Later I came across a local book sale where they offered the German translation of Graham's "Ansi Common Lisp" for 5 DM (around US$ 2 at that time) and I bought it. Although the translation is rather bad I liked the book (and what I read about Lisp) so much that shortly thereafter I also ordered "On Lisp" and was lucky enough to get a copy. These books (and Norvig's great PAIP) finally got me hooked.

What made Lisp stand out for me was its beauty and clarity compared to the other languages I knew, probably because I'm a mathematician.

I also have to add that I began to read c.l.l in 2000 and that this newsgroup has certainly assured me in keeping on track. I'm still impressed by the wealth of interesting posts I can find there every day and I'm grateful to people like Barry Margolin, Tim Bradshaw, Joe Marshall, Duane Rettig, Steven Haflich, Erik Naggum, Kent Pitman, and many others for sharing their knowledge with us mere mortals. But if I'd have to pick one person which I think is the best Lisp promoter around I'd certainly vote for Paul Graham.

If you were trying Lisp out of unhappiness with another language, what was that other language and what did you not like about it, or what were you hoping to find different in Lisp?

This one doesn't apply because I didn't try Lisp out of unhappiness with other languages. But since I began to seriously work with CL I've come to the conclusion that all other languages I know pale in comparison.

How far have you gotten in your study of Lisp? (I know, that is hard to measure)

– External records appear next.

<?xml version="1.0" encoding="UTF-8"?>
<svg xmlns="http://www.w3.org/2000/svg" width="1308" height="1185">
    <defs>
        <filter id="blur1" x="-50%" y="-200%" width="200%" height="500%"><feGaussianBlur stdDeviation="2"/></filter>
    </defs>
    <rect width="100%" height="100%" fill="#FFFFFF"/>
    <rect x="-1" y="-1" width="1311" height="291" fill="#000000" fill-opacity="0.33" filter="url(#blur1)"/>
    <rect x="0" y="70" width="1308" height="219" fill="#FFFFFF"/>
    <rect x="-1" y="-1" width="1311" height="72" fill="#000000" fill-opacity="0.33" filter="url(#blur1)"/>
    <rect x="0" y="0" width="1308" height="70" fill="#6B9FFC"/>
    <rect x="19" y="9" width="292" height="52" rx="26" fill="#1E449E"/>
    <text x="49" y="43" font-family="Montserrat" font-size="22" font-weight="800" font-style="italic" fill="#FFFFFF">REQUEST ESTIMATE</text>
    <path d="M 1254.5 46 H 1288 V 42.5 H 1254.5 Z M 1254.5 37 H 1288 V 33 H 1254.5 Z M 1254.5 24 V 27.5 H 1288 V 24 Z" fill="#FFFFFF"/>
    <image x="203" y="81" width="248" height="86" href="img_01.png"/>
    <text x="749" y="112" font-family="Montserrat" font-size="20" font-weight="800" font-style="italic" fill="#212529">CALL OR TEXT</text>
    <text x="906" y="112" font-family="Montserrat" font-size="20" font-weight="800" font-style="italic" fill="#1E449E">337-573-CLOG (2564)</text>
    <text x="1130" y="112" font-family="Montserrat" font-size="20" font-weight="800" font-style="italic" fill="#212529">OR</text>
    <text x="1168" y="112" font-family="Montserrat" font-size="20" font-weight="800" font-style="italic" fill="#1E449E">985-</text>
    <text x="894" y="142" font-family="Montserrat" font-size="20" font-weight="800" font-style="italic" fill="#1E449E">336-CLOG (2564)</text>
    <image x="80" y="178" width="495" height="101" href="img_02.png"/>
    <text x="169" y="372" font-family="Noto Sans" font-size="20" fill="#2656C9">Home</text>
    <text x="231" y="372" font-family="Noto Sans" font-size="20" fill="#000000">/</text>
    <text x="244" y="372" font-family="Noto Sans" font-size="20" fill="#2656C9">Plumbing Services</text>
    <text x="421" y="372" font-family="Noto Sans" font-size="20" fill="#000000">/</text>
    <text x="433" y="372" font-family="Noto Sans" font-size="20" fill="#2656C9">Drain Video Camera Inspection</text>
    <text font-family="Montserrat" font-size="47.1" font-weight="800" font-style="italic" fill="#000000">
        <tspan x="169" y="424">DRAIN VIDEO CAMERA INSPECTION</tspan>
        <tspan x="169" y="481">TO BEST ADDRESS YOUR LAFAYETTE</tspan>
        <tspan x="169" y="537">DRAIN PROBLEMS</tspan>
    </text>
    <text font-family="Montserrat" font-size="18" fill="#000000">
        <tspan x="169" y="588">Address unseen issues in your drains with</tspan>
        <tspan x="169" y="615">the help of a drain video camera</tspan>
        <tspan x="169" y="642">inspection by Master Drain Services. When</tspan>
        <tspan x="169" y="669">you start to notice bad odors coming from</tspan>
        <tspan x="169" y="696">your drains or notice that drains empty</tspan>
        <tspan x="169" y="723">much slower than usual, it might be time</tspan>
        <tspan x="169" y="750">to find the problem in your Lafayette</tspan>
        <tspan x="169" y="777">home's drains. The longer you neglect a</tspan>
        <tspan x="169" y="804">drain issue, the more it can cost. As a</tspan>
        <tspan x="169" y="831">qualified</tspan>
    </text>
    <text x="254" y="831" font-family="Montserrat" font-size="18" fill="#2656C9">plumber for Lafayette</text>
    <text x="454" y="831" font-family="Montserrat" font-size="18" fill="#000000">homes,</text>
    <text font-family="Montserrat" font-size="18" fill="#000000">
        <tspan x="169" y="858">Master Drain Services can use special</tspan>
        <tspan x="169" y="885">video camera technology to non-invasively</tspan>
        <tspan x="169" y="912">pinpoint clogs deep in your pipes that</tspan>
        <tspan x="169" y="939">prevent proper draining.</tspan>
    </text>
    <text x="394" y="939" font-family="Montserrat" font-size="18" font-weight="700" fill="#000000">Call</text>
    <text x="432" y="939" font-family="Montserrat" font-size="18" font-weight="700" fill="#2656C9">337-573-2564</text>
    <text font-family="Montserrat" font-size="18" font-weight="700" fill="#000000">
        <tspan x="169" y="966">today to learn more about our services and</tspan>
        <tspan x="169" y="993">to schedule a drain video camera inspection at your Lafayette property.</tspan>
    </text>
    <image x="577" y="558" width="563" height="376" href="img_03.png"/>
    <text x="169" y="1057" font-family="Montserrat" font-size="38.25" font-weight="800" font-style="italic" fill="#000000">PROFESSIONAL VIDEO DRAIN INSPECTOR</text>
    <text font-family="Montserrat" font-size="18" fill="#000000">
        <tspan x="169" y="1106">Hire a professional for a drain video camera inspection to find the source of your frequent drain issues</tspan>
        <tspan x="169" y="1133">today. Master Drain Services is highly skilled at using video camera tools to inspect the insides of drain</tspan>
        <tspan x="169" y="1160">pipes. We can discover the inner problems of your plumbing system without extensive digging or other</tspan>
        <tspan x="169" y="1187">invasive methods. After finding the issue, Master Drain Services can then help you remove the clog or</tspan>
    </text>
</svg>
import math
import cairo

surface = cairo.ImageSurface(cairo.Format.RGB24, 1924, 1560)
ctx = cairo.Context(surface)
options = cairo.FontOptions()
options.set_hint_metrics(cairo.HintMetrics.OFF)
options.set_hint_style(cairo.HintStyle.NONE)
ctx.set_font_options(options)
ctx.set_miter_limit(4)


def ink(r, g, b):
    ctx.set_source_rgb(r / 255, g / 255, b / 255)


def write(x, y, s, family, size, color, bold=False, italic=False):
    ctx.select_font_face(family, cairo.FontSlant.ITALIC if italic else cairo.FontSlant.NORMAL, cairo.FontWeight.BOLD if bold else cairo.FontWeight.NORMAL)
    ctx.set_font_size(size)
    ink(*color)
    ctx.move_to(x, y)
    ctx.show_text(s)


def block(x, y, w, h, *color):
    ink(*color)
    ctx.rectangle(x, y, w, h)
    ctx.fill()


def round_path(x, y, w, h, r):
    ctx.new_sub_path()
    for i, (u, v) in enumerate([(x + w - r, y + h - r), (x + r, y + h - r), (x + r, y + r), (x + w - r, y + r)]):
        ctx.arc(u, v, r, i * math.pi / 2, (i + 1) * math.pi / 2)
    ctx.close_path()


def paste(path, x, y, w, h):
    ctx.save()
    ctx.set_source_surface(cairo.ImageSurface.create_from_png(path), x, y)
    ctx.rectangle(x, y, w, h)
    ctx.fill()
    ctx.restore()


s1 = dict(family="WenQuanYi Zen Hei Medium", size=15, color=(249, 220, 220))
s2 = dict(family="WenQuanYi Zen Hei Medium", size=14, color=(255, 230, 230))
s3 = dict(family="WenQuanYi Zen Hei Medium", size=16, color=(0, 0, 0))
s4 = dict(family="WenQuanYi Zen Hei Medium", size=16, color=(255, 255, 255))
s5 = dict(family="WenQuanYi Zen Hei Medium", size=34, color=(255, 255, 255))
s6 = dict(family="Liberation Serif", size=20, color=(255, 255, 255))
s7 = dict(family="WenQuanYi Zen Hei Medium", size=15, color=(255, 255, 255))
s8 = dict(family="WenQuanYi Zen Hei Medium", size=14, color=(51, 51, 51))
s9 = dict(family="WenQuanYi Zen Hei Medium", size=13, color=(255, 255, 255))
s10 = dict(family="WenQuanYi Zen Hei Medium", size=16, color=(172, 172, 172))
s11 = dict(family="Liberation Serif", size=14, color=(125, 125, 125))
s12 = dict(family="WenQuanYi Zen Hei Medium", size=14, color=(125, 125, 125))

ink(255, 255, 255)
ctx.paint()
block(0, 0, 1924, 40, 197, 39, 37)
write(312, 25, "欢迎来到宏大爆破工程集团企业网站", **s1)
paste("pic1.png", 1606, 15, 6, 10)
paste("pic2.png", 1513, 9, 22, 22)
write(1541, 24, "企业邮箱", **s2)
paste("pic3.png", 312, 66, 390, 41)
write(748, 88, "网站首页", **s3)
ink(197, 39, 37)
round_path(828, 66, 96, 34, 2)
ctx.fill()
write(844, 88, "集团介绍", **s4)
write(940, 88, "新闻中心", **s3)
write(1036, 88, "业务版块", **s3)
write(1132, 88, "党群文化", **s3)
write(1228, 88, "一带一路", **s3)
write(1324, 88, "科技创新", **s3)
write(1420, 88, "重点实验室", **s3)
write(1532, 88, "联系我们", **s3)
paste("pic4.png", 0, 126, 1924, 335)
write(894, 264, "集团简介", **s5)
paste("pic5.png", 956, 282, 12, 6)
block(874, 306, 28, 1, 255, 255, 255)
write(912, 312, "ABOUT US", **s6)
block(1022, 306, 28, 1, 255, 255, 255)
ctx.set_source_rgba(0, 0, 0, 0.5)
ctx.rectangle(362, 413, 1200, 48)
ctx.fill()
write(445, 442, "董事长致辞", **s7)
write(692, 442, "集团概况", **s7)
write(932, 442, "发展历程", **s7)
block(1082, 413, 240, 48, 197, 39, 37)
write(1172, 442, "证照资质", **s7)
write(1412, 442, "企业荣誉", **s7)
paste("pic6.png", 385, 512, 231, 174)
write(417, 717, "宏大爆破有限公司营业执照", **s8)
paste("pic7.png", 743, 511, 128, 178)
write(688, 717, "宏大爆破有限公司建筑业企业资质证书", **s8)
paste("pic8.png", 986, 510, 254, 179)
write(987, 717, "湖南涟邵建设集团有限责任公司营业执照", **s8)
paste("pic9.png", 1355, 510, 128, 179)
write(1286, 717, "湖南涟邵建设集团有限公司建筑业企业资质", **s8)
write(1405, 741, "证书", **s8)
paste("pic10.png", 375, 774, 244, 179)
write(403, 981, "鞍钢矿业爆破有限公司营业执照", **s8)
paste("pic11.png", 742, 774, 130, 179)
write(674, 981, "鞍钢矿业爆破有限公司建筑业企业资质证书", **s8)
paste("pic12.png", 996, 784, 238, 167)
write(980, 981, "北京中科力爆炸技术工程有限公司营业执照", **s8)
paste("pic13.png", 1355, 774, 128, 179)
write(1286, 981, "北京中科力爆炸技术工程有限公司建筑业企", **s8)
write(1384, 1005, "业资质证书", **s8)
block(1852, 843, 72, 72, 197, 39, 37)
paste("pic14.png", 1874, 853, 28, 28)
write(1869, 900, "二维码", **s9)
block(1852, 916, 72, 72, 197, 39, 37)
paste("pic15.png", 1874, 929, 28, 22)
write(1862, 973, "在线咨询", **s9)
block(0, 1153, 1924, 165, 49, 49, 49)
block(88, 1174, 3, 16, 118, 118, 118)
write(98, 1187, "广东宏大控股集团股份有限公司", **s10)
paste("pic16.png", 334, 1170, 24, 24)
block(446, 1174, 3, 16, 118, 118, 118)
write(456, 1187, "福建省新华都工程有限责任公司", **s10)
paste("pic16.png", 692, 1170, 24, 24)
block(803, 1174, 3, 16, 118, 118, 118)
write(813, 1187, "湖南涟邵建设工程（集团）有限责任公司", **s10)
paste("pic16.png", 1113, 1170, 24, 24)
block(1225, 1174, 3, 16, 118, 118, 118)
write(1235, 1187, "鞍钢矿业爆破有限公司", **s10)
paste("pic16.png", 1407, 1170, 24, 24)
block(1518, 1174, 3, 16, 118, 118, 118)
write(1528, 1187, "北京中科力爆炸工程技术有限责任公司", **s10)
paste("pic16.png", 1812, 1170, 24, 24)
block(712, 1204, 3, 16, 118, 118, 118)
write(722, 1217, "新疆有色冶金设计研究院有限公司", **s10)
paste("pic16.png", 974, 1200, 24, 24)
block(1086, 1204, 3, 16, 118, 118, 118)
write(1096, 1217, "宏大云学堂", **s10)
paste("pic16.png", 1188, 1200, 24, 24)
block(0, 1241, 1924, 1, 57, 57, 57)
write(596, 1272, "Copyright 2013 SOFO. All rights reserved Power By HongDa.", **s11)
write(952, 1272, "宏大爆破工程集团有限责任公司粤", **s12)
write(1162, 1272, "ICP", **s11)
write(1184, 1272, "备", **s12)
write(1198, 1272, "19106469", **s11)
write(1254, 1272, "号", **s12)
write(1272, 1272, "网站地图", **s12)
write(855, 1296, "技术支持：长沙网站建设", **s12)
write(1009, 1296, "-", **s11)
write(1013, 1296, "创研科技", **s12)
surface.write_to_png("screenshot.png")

I still have a lot to learn but I'm quite comfortable with CL now - to a degree where I often "think" in Lisp although I have to write something in Perl or PHP. I wrote five medium-sized libraries (CL-PPCRE, HTML-TEMPLATE, CL-WHO, CL-GD, and CL-INTERPOL) and a stand-alone GUI application (The Regex Coach) in Lisp and I managed to sneak it into some of my commercial projects. These include two Windows GUI apps, a full-blown dynamic website (using mod_lisp and UncommonSQL) for a soccer sweepstakes, and a small testing framework. I also started the Common Lisp Cookbook project in order to learn more about the language.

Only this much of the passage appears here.